> TASK BRIEF
When a line below contains the word "node", copy that line.

[Opening STORED DATA section]

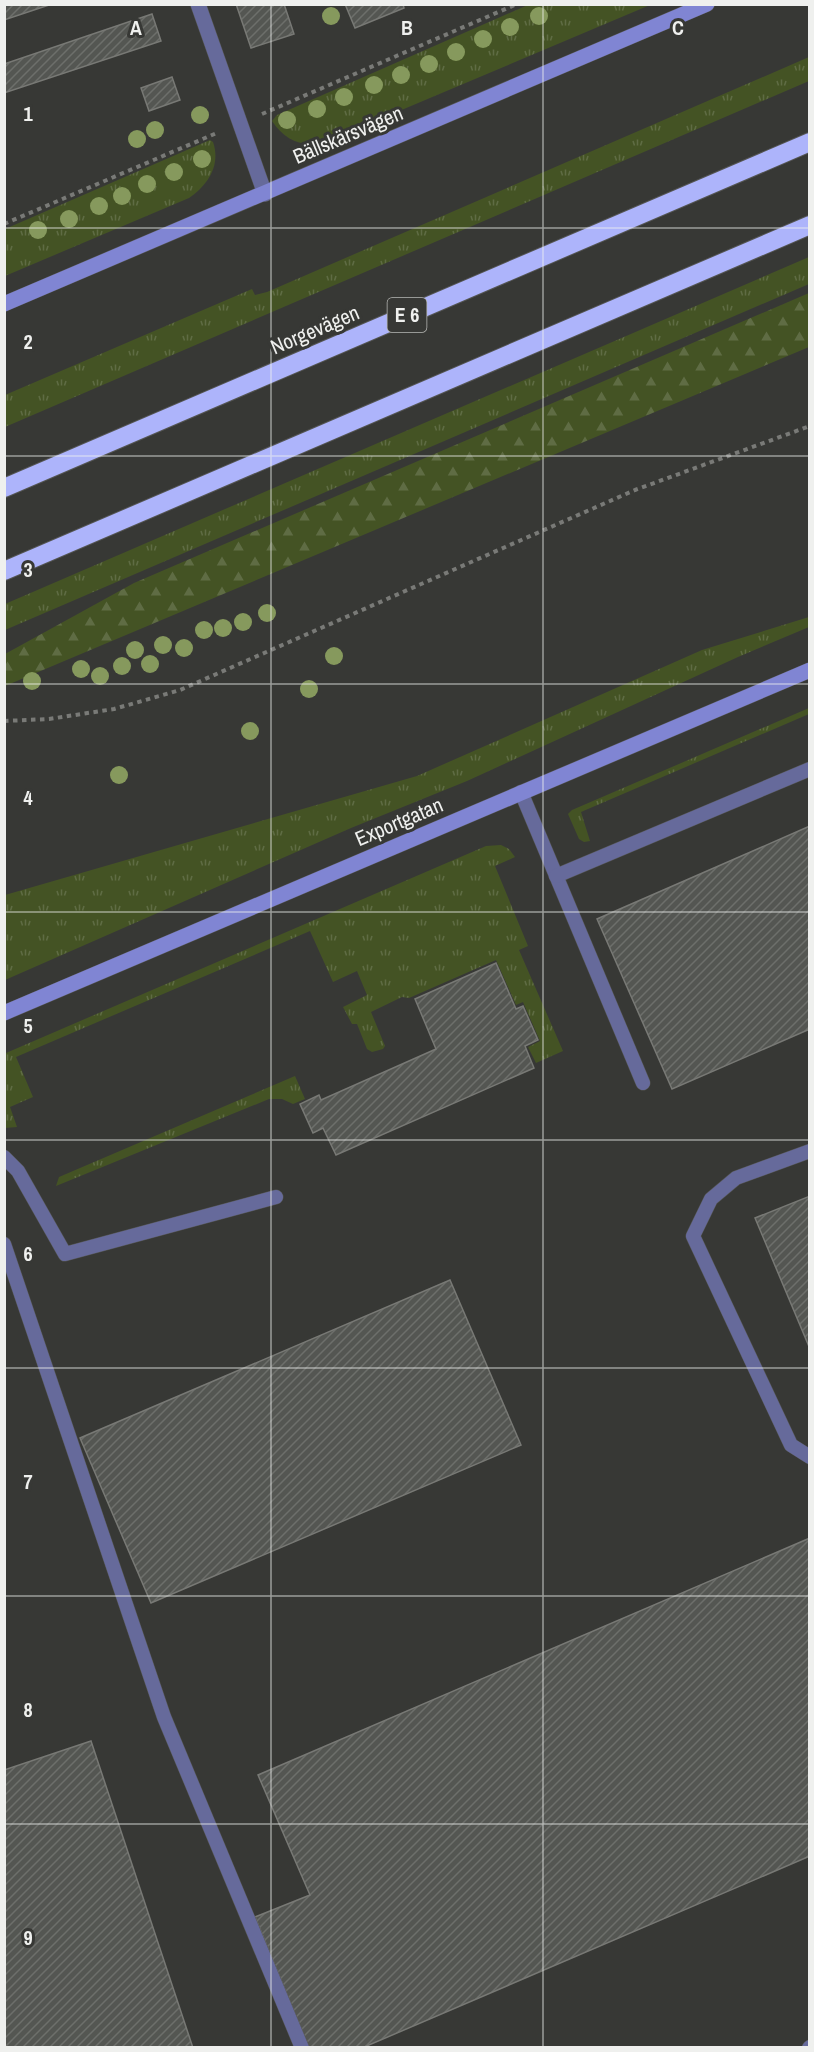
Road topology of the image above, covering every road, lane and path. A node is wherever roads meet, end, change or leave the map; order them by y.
1 (198, 4) edge
2 (707, 4) edge
3 (810, 142) edge
4 (265, 194) junction
5 (810, 225) edge
6 (4, 304) edge
7 (810, 426) edge
8 (4, 489) edge
9 (4, 571) edge
10 (810, 670) edge
11 (4, 721) edge
12 (810, 769) edge
13 (521, 792) junction
14 (556, 876) junction
15 (4, 1013) edge
16 (643, 1083) dead end
17 (810, 1151) edge
18 (4, 1157) edge
19 (276, 1197) dead end
20 (4, 1245) edge
21 (810, 1457) edge
22 (302, 2048) edge

1 - 4 street
2 - 4 street, Bällskärsvägen
3 - 8 highway, Norgevägen / E 6
4 - 6 street, Bällskärsvägen
5 - 9 highway
7 - 11 path
10 - 13 street, Exportgatan
12 - 14 lane
13 - 14 lane
13 - 15 street, Exportgatan
14 - 16 lane
17 - 21 lane
18 - 19 lane
20 - 22 lane

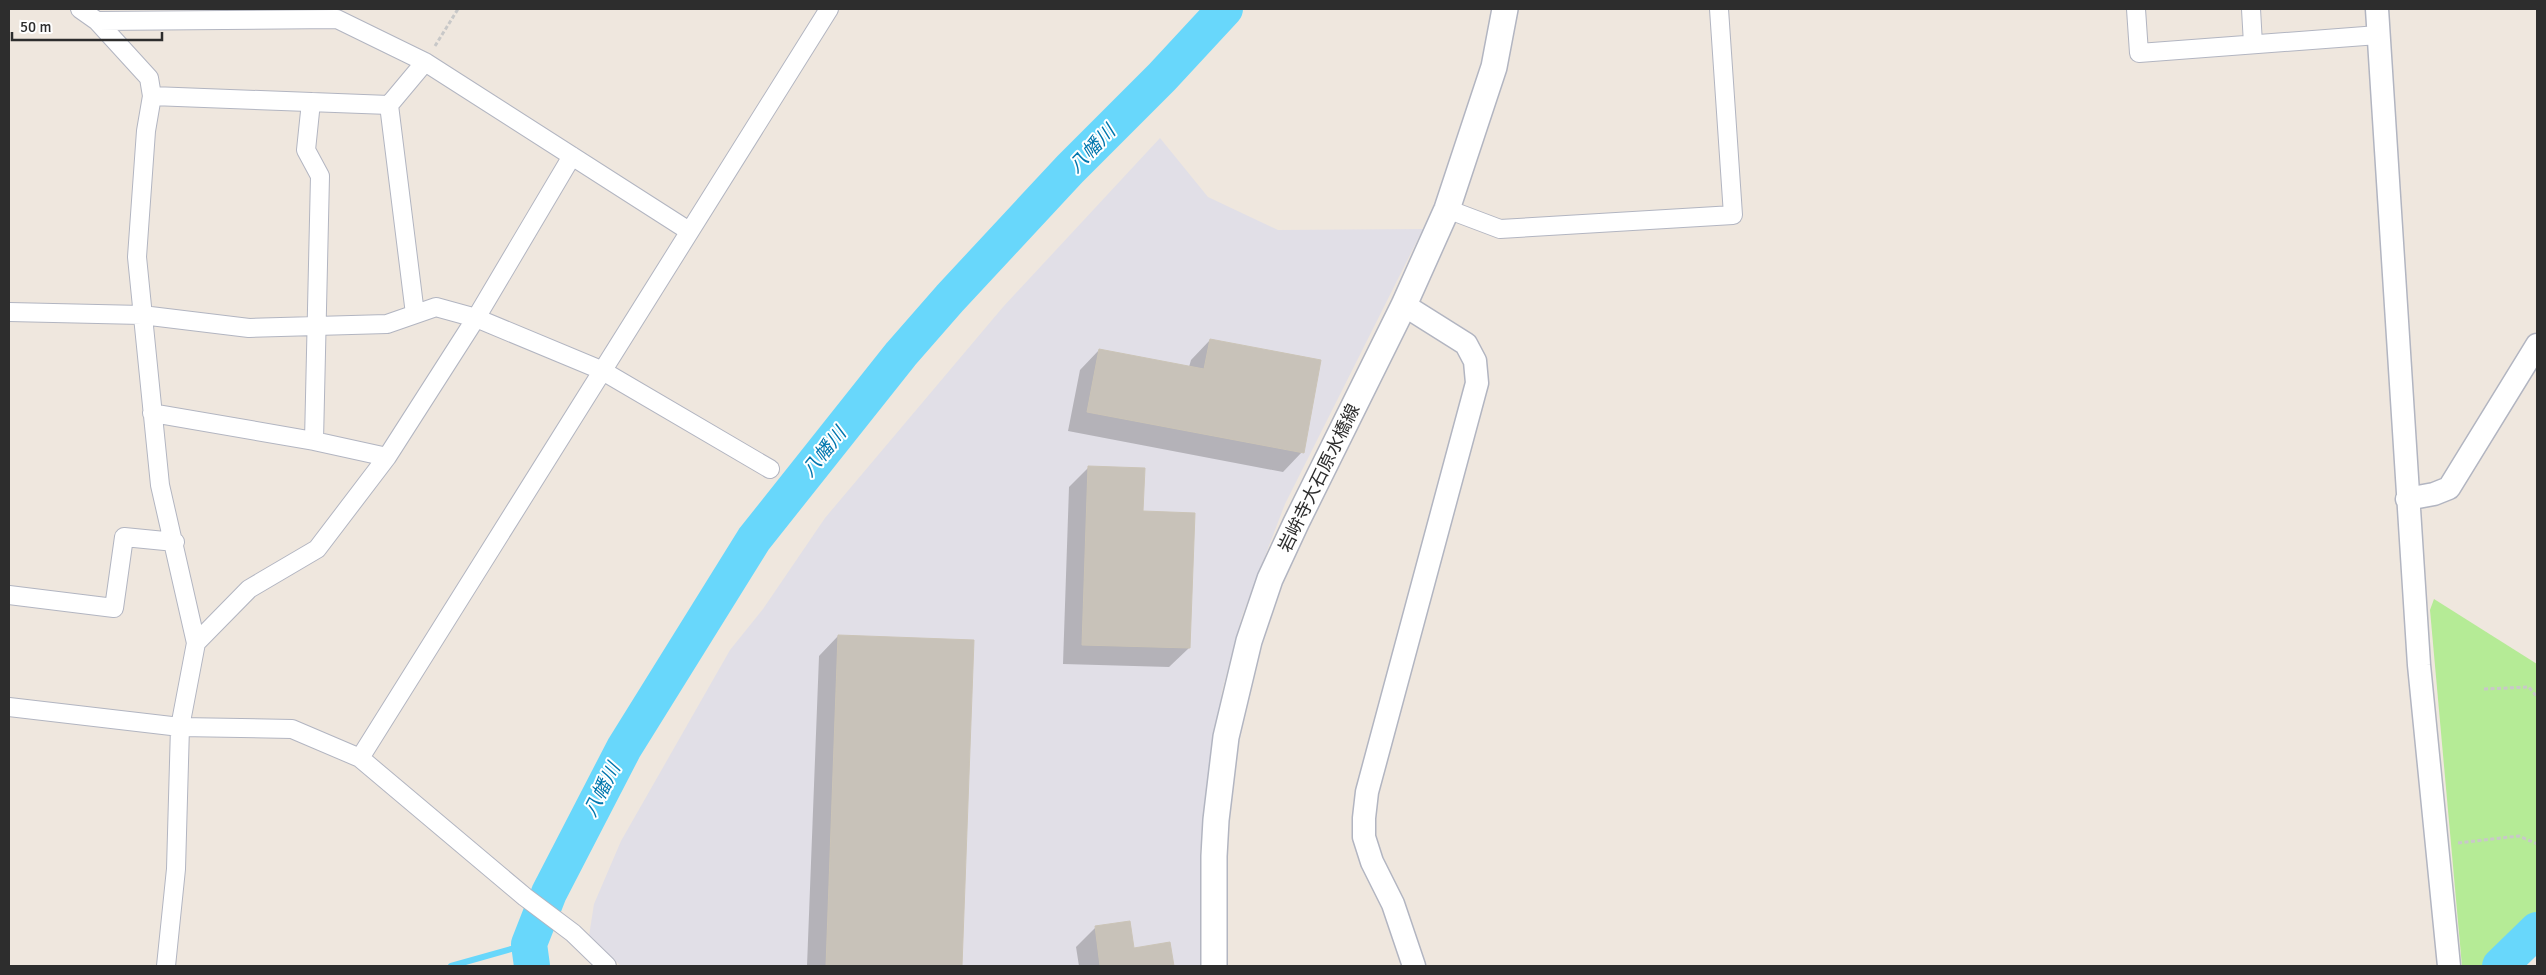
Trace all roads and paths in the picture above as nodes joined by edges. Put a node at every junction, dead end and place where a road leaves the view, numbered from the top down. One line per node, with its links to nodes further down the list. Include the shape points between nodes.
1 (80, 9): 9 (street)
2 (458, 9): 12 (path)
3 (829, 9): 18 (street)
4 (1505, 9): 17 (main road, 岩峅寺大石原水橋線, via 1494,67)
5 (1719, 9): 17 (street, via 1733,215 1500,229)
6 (2136, 9): 11 (street, via 2139,52)
7 (2251, 9): 11 (street)
8 (2377, 9): 10 (street)
9 (97, 21): 12 (street, via 337,19); 13 (street, via 149,78)
10 (2378, 35): 11 (street); 31 (street)
11 (2254, 44)
12 (425, 62): 15 (street); 16 (street)
13 (152, 96): 14 (street); 22 (street, via 146,131 137,257)
14 (311, 102): 15 (street); 24 (street, via 306,150 320,176)
15 (389, 105): 21 (street)
16 (572, 156): 18 (street); 23 (street)
17 (1447, 209): 19 (main road, 岩峅寺大石原水橋線)
18 (689, 231): 26 (street)
19 (1404, 305): 44 (main road, 岩峅寺大石原水橋線, via 1296,522 1270,579 1249,640 1226,737 1216,820); 45 (street, via 1466,344 1475,361 1477,383 1367,792 1364,818 1364,837 1372,862 1393,904)
20 (9, 312): 22 (street)
21 (415, 314): 23 (street, via 436,307); 24 (street, via 387,324)
22 (142, 315): 24 (street, via 249,328); 27 (street)
23 (476, 318): 26 (street); 29 (street)
24 (317, 326): 28 (street)
25 (2537, 345): 31 (street, via 2449,488)
26 (601, 370): 30 (street); 39 (street)
27 (152, 413): 28 (street); 32 (street, via 160,485)
28 (314, 441): 29 (street)
29 (387, 457): 34 (street, via 318,549 249,589)
30 (770, 469)
31 (2407, 499): 41 (street)
32 (174, 542): 33 (street, via 124,536 114,608); 34 (street)
33 (9, 595)
34 (196, 643): 38 (street)
35 (2484, 689): 36 (path, via 2529,687)
36 (2537, 697)
37 (9, 707): 38 (street)
38 (180, 727): 39 (street, via 292,729); 42 (street, via 176,869)
39 (360, 758): 43 (street, via 525,897 573,933)
40 (2537, 844): 41 (path, via 2519,836)
41 (2437, 846): 46 (street)
42 (166, 966)
43 (608, 966)
44 (1214, 966)
45 (1414, 966)
46 (2449, 966)

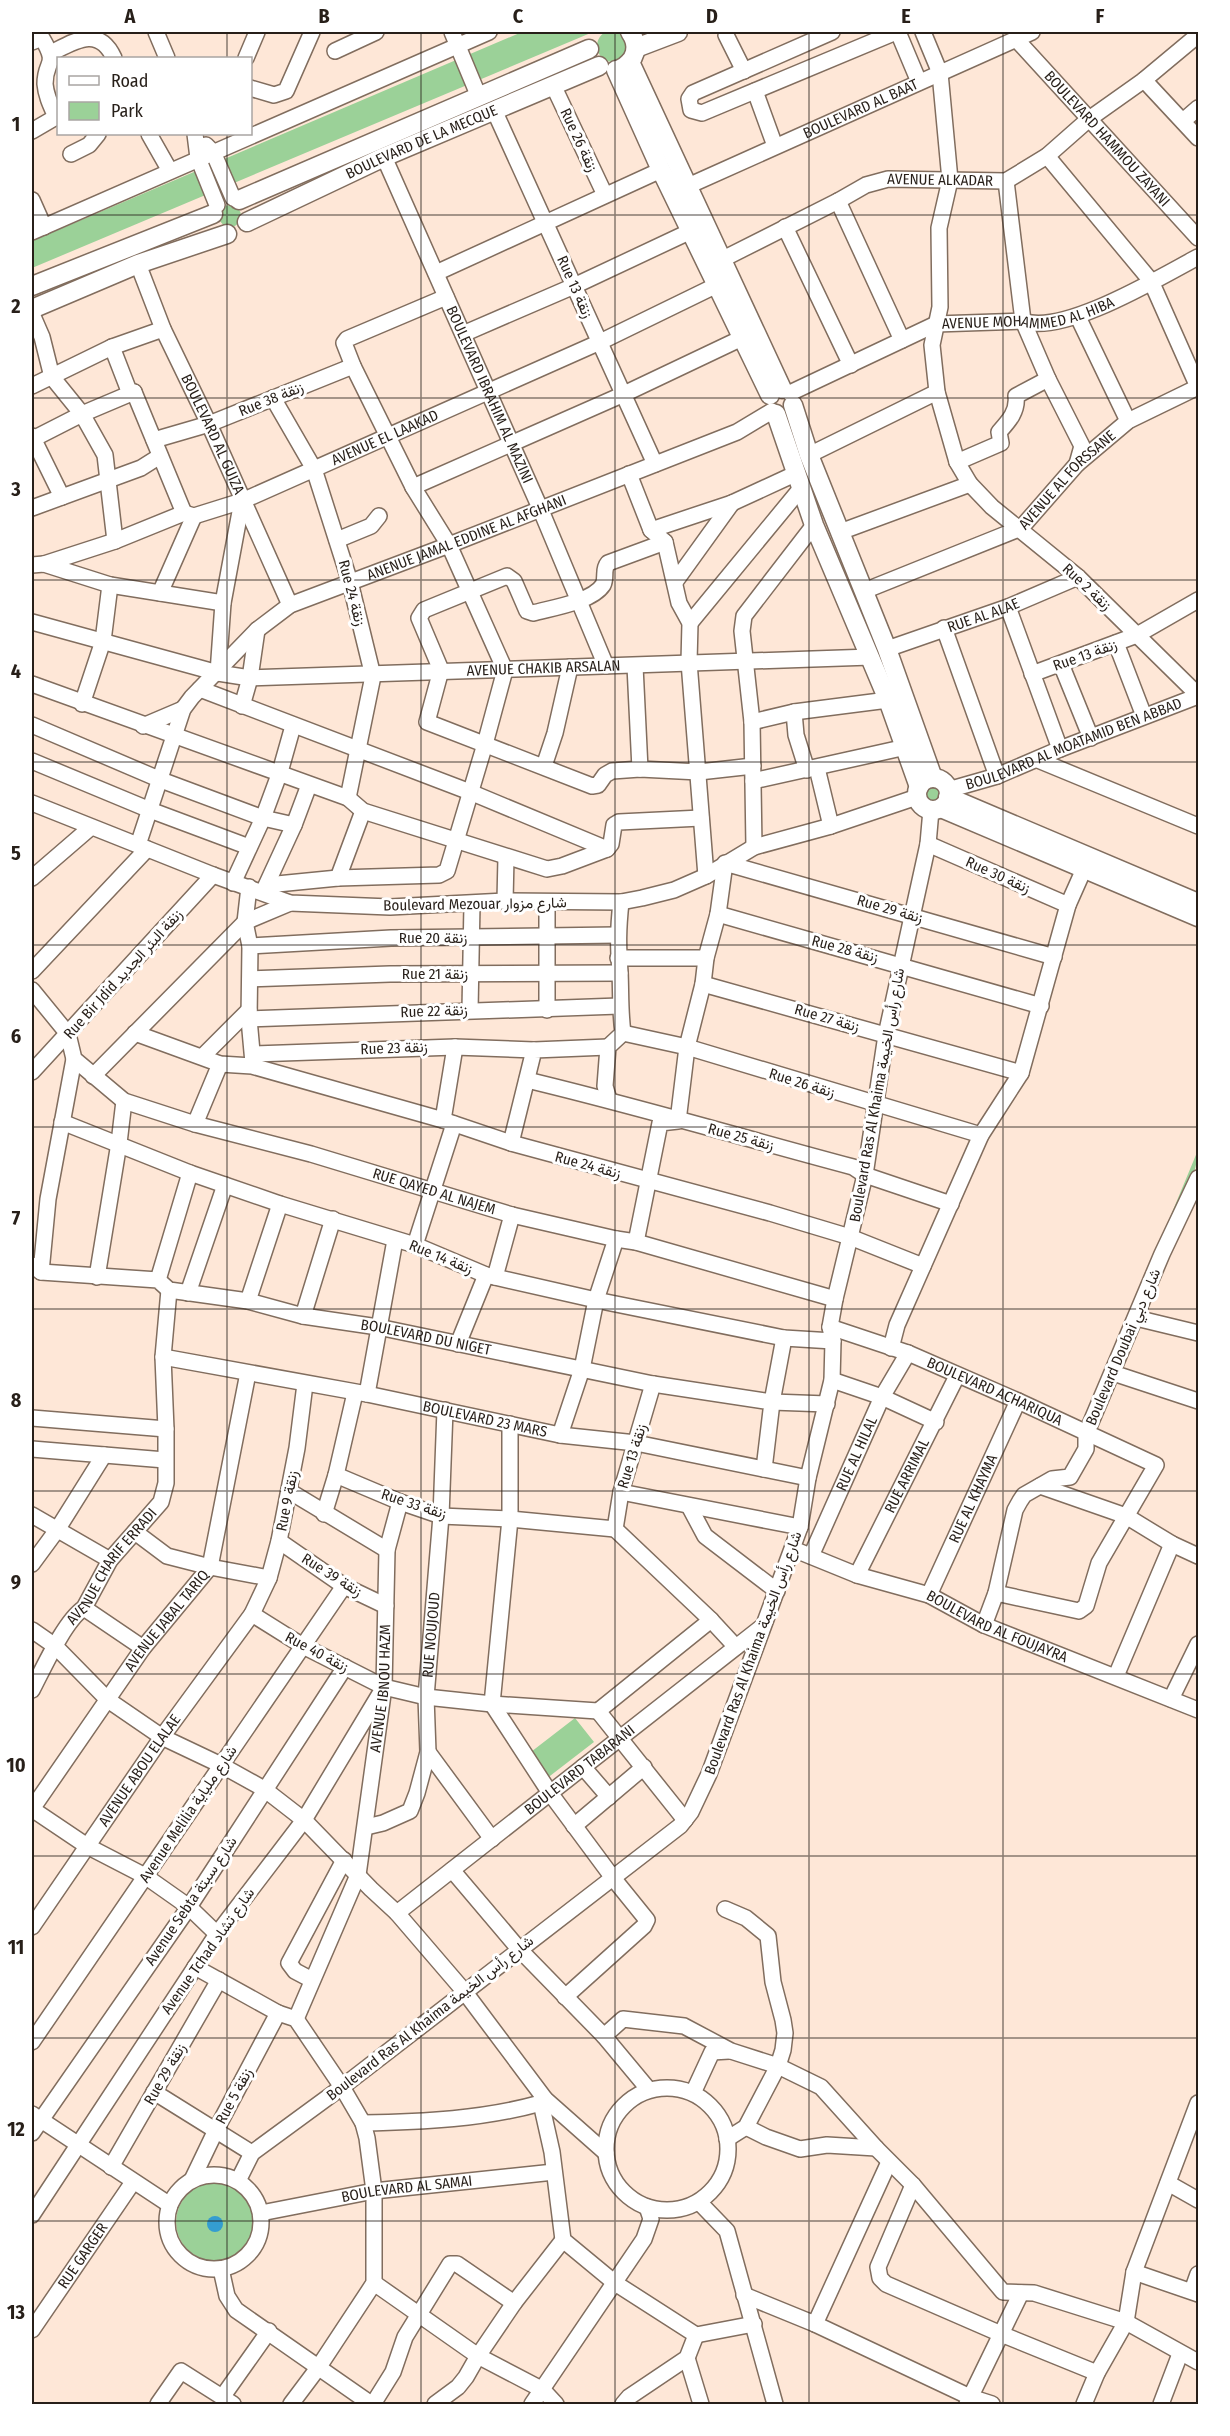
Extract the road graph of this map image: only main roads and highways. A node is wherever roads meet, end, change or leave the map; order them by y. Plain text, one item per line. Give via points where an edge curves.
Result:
1 (678, 32) edge
2 (592, 40) edge
3 (622, 56) edge
4 (225, 204) junction
5 (247, 222) junction
6 (227, 234) junction
7 (32, 286) edge
8 (32, 309) edge
9 (781, 401) junction
10 (879, 653) junction
11 (923, 787) junction
12 (942, 801) junction
13 (1198, 903) edge
14 (1198, 917) edge

1 - 3 main road, BOULEVARD DE LA MECQUE
2 - 3 main road via 594,62
2 - 4 main road, BOULEVARD DE LA MECQUE via 479,97
3 - 5 main road, BOULEVARD DE LA MECQUE via 384,157
3 - 9 main road via 723,259
3 - 9 main road via 661,170 744,337
4 - 5 main road via 248,212
4 - 6 main road via 214,224
4 - 7 main road, BOULEVARD DE LA MECQUE
5 - 6 main road via 242,230
6 - 8 main road via 138,264
9 - 10 main road via 810,455 864,591
9 - 10 main road via 814,525
10 - 11 main road
10 - 11 main road via 888,700
11 - 12 main road via 922,806
11 - 12 main road via 942,781
12 - 13 main road
12 - 14 main road via 1084,869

[Closing STORED DATA section]

> YOUR RESPONSE
Road topology of the image above, covering every road, lane and path. A node is wherever roads meet, end, change or leave the map; order them by y.
Trace all roads and paths in the picture above as nodes joined by edges. Put a node at every junction, dead end and place where a road leaves the view, numbered from the top down. One line per node, with its links to nodes further down the list. Include the shape points between nodes.
Extract the road graph of this map image: only main roads and highways. A node is wherever roads meet, end, change or leave the map; order them by y. Plain text, one item per line. Give via points where an edge curves.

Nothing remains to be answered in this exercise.